Tinha ido para lá às seis da manhã; de noite sonhara com pardais e ratoeiras. No sonho aparecia a mãe, a quem ele pedia: - «Mãe: quero um arroz de pardais bem feito, como só tu sabes fazer; eu depeno-os.» - «Está bem, meu filho, está bem; mas repartes com o teu padrasto, ele gosta muito desses pitéus.» - «Fica descansada, dou-lhe três ou quatro, o resto fica para mim e para ti, vou-me empaturrar!»
Ainda não
acordara totalmente e já estava a vestir as calças remendadas, a colocar o
cinto de corda, a enfiar pelo magro corpo a velha camisola, que já tinha
pertencido a duas ou três pessoas, e a calçar as velhas sandálias oferecidas
por um carabineiro. Agarrou um bocado de broa, mais rija do que uma pedra, e
desapareceu velozmente pelas escadas de madeira, que rangeram dolorosamente à
sua passagem. A mãe apercebeu-se de tudo, mas via o filho tão eufórico que não
ousou dizer fosse o que fosse.
Eram nove e meia
quando voltou da caçada. Vinha radiante. Onze passarinhos. Que rica arrozada!
Solicitou à mãe que pusesse água ao lume.
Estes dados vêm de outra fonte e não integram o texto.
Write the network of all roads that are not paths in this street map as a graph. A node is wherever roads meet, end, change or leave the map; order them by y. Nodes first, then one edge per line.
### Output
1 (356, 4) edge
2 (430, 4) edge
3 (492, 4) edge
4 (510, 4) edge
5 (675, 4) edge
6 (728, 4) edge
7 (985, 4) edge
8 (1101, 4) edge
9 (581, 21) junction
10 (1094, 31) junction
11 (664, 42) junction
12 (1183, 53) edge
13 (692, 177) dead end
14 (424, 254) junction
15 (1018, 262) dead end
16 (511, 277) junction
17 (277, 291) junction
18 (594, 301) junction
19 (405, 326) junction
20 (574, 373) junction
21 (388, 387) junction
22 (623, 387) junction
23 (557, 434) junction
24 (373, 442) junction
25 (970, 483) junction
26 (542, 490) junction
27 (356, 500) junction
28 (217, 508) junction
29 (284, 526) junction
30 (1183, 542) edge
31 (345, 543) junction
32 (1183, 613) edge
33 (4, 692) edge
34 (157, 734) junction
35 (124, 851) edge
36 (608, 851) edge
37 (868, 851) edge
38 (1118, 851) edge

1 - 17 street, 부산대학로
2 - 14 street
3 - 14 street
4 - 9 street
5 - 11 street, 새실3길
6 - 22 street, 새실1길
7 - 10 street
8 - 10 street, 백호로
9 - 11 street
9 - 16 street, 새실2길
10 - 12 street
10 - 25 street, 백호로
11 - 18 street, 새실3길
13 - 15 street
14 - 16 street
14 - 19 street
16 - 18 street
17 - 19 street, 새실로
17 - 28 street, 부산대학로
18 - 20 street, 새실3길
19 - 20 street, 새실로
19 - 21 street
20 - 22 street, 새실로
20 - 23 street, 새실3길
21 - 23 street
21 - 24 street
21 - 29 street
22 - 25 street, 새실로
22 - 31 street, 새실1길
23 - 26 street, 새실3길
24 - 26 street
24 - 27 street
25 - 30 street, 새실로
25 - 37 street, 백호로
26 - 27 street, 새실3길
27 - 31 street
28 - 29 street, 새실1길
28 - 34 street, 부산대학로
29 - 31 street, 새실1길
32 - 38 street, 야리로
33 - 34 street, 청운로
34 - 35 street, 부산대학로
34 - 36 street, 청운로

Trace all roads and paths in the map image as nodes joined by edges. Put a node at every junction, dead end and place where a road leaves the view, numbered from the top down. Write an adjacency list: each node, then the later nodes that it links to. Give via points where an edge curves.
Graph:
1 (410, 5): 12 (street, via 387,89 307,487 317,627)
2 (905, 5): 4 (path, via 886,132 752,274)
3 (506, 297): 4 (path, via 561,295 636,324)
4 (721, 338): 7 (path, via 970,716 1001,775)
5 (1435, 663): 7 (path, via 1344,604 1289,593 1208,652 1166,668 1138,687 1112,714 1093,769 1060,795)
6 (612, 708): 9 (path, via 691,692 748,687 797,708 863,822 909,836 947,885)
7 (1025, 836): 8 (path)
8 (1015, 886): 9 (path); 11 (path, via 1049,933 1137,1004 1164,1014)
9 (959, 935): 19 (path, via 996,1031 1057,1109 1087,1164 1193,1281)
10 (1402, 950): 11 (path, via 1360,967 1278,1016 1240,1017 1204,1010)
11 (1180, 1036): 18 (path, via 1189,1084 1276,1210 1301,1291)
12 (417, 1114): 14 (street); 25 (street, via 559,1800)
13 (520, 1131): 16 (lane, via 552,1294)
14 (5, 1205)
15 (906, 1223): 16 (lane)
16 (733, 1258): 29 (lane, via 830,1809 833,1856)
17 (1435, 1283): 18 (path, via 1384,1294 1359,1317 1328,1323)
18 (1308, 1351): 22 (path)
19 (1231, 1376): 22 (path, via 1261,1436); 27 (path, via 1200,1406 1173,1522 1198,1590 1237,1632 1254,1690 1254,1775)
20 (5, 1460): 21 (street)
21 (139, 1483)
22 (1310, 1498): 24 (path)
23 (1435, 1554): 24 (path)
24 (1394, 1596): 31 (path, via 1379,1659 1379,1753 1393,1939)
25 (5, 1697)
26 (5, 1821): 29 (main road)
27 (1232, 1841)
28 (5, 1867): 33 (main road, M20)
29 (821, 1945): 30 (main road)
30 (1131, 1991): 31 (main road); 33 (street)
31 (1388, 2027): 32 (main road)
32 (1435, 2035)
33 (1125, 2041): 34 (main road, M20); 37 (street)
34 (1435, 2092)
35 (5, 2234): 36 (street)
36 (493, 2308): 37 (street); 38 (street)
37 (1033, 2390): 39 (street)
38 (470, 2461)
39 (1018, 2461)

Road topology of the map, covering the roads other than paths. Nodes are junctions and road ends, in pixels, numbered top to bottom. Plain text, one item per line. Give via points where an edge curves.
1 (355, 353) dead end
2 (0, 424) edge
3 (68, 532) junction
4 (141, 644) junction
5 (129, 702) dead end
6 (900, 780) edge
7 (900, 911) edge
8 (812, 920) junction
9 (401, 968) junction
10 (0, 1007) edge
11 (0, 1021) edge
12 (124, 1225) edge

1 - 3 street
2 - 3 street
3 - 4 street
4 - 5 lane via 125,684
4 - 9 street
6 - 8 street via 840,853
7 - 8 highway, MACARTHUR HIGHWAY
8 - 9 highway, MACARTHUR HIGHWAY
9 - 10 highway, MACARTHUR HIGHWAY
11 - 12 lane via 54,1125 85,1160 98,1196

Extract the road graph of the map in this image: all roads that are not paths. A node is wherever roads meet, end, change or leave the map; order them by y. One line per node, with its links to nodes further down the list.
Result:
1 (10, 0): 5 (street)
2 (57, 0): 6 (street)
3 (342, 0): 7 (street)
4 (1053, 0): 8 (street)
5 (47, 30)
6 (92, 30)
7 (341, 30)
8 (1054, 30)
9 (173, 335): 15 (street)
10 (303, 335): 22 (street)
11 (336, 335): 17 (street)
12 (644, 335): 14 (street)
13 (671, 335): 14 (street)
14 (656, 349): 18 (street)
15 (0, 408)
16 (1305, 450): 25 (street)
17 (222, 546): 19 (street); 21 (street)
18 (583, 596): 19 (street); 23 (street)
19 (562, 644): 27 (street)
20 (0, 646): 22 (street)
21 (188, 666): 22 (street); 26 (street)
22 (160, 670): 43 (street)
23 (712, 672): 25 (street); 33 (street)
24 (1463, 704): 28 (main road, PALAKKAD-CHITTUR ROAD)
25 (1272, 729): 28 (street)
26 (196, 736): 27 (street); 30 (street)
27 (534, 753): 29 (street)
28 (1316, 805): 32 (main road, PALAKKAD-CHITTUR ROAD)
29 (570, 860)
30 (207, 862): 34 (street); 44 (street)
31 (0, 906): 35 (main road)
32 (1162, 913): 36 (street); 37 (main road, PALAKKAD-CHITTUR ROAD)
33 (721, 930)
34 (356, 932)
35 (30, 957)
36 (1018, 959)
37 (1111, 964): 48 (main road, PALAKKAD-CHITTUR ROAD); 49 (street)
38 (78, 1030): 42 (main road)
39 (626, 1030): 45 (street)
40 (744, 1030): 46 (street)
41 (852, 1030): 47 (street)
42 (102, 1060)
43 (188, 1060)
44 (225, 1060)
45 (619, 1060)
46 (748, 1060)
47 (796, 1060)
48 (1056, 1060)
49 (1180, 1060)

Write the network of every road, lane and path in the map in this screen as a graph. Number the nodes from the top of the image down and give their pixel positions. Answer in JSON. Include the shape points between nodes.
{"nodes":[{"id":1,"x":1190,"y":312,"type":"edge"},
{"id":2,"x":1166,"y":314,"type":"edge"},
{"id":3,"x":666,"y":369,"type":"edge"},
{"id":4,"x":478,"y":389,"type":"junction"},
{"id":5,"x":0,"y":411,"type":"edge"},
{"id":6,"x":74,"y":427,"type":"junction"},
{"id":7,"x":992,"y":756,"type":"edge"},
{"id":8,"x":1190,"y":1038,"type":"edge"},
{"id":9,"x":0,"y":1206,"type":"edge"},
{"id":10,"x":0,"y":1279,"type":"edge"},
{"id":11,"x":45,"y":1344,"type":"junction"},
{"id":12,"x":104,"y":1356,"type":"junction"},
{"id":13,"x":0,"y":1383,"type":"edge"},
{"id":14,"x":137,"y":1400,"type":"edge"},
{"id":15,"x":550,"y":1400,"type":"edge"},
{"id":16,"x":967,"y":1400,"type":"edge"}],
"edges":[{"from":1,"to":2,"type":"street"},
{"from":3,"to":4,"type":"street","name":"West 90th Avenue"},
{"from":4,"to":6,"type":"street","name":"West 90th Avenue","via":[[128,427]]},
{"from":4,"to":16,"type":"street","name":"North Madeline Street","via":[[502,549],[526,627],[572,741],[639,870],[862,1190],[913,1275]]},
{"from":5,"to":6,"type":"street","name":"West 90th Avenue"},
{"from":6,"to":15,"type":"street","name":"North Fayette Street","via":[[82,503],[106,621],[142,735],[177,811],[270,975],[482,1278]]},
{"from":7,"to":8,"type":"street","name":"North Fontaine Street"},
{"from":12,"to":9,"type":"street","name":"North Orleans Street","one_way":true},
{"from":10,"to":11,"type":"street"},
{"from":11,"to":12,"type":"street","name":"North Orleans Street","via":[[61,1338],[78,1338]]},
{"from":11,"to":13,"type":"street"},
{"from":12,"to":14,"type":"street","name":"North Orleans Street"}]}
Impaciente, nem esperou que fervesse.
Depenou as aves, todas elas gordinhas, e pô-las em cima da pesada masseira. - «Aqui estão elas; podes cozinhar o arroz.»
A mãe, conivente, pediu-lhe: - «Vais a
casa da vizinha Isaulinda e compras alface, cebolas e vinho. Não te demores» - «Vou num pé e venho noutro.» - disse ele com entusiasmo.
Enquanto a
progenitora preparava o magnífico almoço, o Lingrinhas foi jogar a bola para a
avenida. A GNR não permitia, mas que diabo: a malta tinha de jogar em algum
lado! Até se esqueceu da arrozada! O jogo era importante, se era: Carvalhiças
contra a Vila. Nas Carvalhiças havia jogadores fora de série; do lado oposto, O
Lingrinhas, o Alemão, O Pirata, e outros, também não lhes ficavam atrás. Seria
um verdadeiro jogo de campeonato! A bola era, sem dúvida, o seu fraco: por ela
esquecia tudo!
Logo que termina
o “derby” corre para casa esbaforido: - «Então
o nosso arrozinho?» - pergunta com ansiedade. - «Só agora?!» - interroga-o a mãe, preocupada. - «O teu “tio” estava com uma fome de lobo e já
começou a comer; nem sei se sobrou alguma coisa; eu nem os provei, só comi arroz.»
O Lingrinhas destapou o tacho sofregamente e qual não foi o seu espanto ao
verificar que apenas um pardalinho tinha resistido aos dentes do bruto. Encarou-o
com ódio: - «Seu filho duma cabra! Seu
bruxo mau! Devia rebentar como um sapo! À minha custa não comerá mais pardais,
só se for veneno!» - e despejou sobre a mesa o que restava do manjar tão
apetecido.
Saiu porta fora,
chorando de raiva. Rogar-lhe-ia pragas até vê-lo caído na valeta, odiá-lo-ia
toda a vida, jamais lhe perdoaria.
O tempo passou. O
velho guloso morreu, a mãe do Lingrinhas também, mas ele, embora tenha
perdoado, não esqueceu o burlesco episódio. Afinal de contas, era somente um
arroz de pardais.
Artigo publicado em A Voz de Melgaço n.º 1029, de 15/5/1995.